VPNs work by using encryption to simulate a direct connection to a private network.  When you’re in the office, you usually have an Ethernet cable extending from the back of your computer to a jack in the wall that provides you with direct access to the corporate network, where your activities are protected from prying eyes by physical security and network perimeter protection. 

Obviously, those security controls don’t apply when you’re sitting at home or on the road.  Your communications must travel over the Internet back to your office and, during that transit time, they’re visible to anyone who may happen to be at a waypoint between the two locations.
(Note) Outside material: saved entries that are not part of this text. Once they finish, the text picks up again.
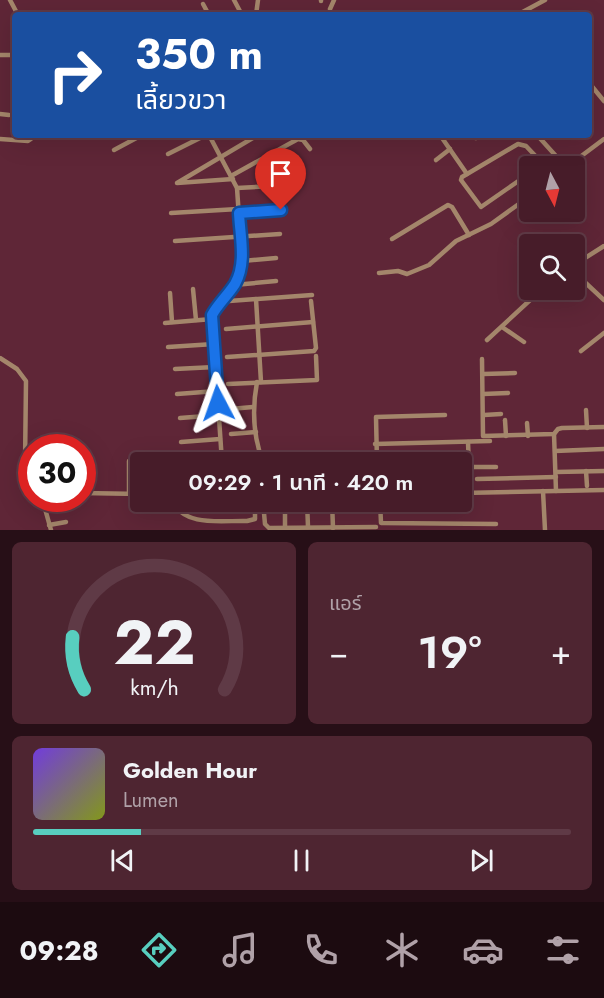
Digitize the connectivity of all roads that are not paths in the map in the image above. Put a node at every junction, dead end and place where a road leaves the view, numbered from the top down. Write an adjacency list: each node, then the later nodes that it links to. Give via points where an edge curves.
1 (545, 0): 7 (street)
2 (333, 1): 4 (street); 5 (street)
3 (202, 4): 6 (street)
4 (341, 5)
5 (330, 9)
6 (207, 12)
7 (523, 12)
8 (592, 87): 9 (street)
9 (604, 102)
10 (0, 114): 11 (street)
11 (9, 115)
12 (31, 138): 19 (street)
13 (136, 138): 23 (street)
14 (202, 138): 24 (street)
15 (210, 138): 25 (street)
16 (253, 138): 25 (street)
17 (442, 138): 22 (street)
18 (540, 138): 27 (street)
19 (0, 139)
20 (604, 139): 28 (street)
21 (310, 149): 31 (street, via 298,139)
22 (450, 149): 29 (street); 30 (street)
23 (114, 150)
24 (168, 154)
25 (221, 156): 31 (street); 31 (street, via 177,183)
26 (534, 156): 30 (street, via 519,144)
27 (557, 156)
28 (581, 156)
29 (436, 160)
30 (467, 174): 32 (street, via 461,180 481,207)
31 (232, 178): 34 (street)
32 (519, 181)
33 (273, 186): 34 (street)
34 (237, 188): 37 (street)
35 (519, 204): 40 (street)
36 (281, 210): 37 (street)
37 (239, 211): 38 (street); 41 (street)
38 (171, 213)
39 (280, 234): 41 (street)
40 (469, 235): 42 (street, via 448,205); 48 (street, via 424,268 406,274)
41 (240, 236): 43 (street); 47 (street)
42 (392, 239)
43 (175, 241)
44 (604, 246): 46 (street)
45 (276, 258): 47 (street)
46 (585, 259)
47 (242, 261): 51 (street)
48 (379, 273)
49 (276, 281): 51 (street)
50 (585, 282): 57 (street)
51 (234, 285): 60 (street)
52 (193, 290): 61 (street)
53 (170, 293): 63 (street)
54 (312, 295): 55 (street)
55 (256, 299): 58 (street); 65 (street)
56 (530, 300): 66 (street)
57 (604, 300)
58 (230, 301)
59 (311, 301): 64 (street)
60 (212, 319): 61 (street); 71 (street)
61 (196, 320): 63 (street)
62 (165, 322): 63 (street)
63 (172, 322)
64 (314, 322): 65 (street); 74 (street, via 314,351)
65 (258, 327): 67 (street); 74 (street)
66 (502, 327): 69 (street); 70 (street)
67 (226, 329)
68 (604, 333): 73 (street)
69 (487, 340)
70 (524, 342)
71 (214, 344): 72 (street); 79 (street)
72 (168, 347)
73 (581, 351)
74 (260, 354): 76 (street); 83 (street)
75 (316, 356): 83 (street, via 317,380)
76 (227, 357)
77 (0, 358): 102 (street, via 17,369 26,381)
78 (482, 359): 82 (street)
79 (216, 368): 80 (street); 85 (street)
80 (175, 369)
81 (515, 373): 82 (street)
82 (483, 374): 88 (street)
83 (259, 382): 84 (street); 89 (street)
84 (228, 384)
85 (217, 392): 86 (street); 93 (street)
86 (177, 393)
87 (507, 393): 88 (street)
88 (483, 394): 95 (street)
89 (253, 407): 90 (street); 101 (street)
90 (230, 408)
91 (586, 410): 100 (street)
92 (501, 414): 95 (street)
93 (219, 415): 96 (street); 107 (street)
94 (445, 415): 111 (street, via 377,417)
95 (484, 415): 105 (street, via 483,436)
96 (180, 418)
97 (505, 420): 105 (street)
98 (527, 423): 106 (street)
99 (604, 427): 100 (street)
100 (587, 428): 104 (street, via 562,428)
101 (256, 432): 103 (street); 115 (street)
102 (25, 434)
103 (231, 434)
104 (555, 434): 106 (street); 113 (street)
105 (506, 436): 106 (street)
106 (528, 436)
107 (220, 439): 109 (street); 114 (street)
108 (490, 441): 110 (street)
109 (181, 442)
110 (468, 442): 111 (street); 117 (street)
111 (375, 444): 116 (street)
112 (604, 449): 113 (street)
113 (555, 451): 123 (street)
114 (221, 452)
115 (260, 452)
116 (376, 452)
117 (468, 452)
118 (129, 461): 131 (street)
119 (496, 466): 120 (street)
120 (472, 467)
121 (586, 471): 122 (street); 123 (street); 125 (street)
122 (604, 471)
123 (556, 474): 124 (street); 128 (street)
124 (477, 479)
125 (587, 486)
126 (604, 490): 128 (street)
127 (543, 491): 128 (street); 130 (street); 148 (street)
128 (556, 491)
129 (96, 493): 131 (street)
130 (472, 493)
131 (129, 494)
132 (46, 512): 143 (street)
133 (182, 512): 134 (street, via 192,519 248,521 255,519)
134 (255, 512)
135 (264, 512): 144 (street, via 266,527)
136 (285, 512): 144 (street)
137 (307, 512): 145 (street)
138 (332, 512): 146 (street)
139 (379, 512): 141 (street)
140 (66, 522): 143 (street)
141 (381, 523): 142 (street); 147 (street)
142 (495, 524)
143 (50, 527)
144 (285, 527): 145 (street)
145 (308, 527): 146 (street)
146 (333, 529): 147 (street)
147 (379, 529)
148 (545, 530)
VPNs allow a software client on your computer to connect to a VPN endpoint on your corporate network.  The client and endpoint then establish an encrypted tunnel that protects all of the communications between your computer and your corporate network so they are essentially illegible to prying eyes. 

The downside to a VPN is it grants direct access to systems on your network to remote computers you may or may not control.  While many organizations depend exclusively on VPNs to provide security for remote users, you may also wish to consider the use of additional security controls to supplement them, especially if you will have computers you don’t manage connecting to your network.

One common approach to achieve the most secure remote access is to require remote users connect to a VPN and then use application virtualization to allow screen sharing of an application running on a server on your corporate network without allowing direct access to the network by the remote computer.  This reduces the risk of an infection on the remote computer spreading to systems on your corporate network.

You should also consider limiting the access VPN users have to devices on your corporate network by segregating them into a special VPN network that is firewalled off from the remainder of your enterprise network.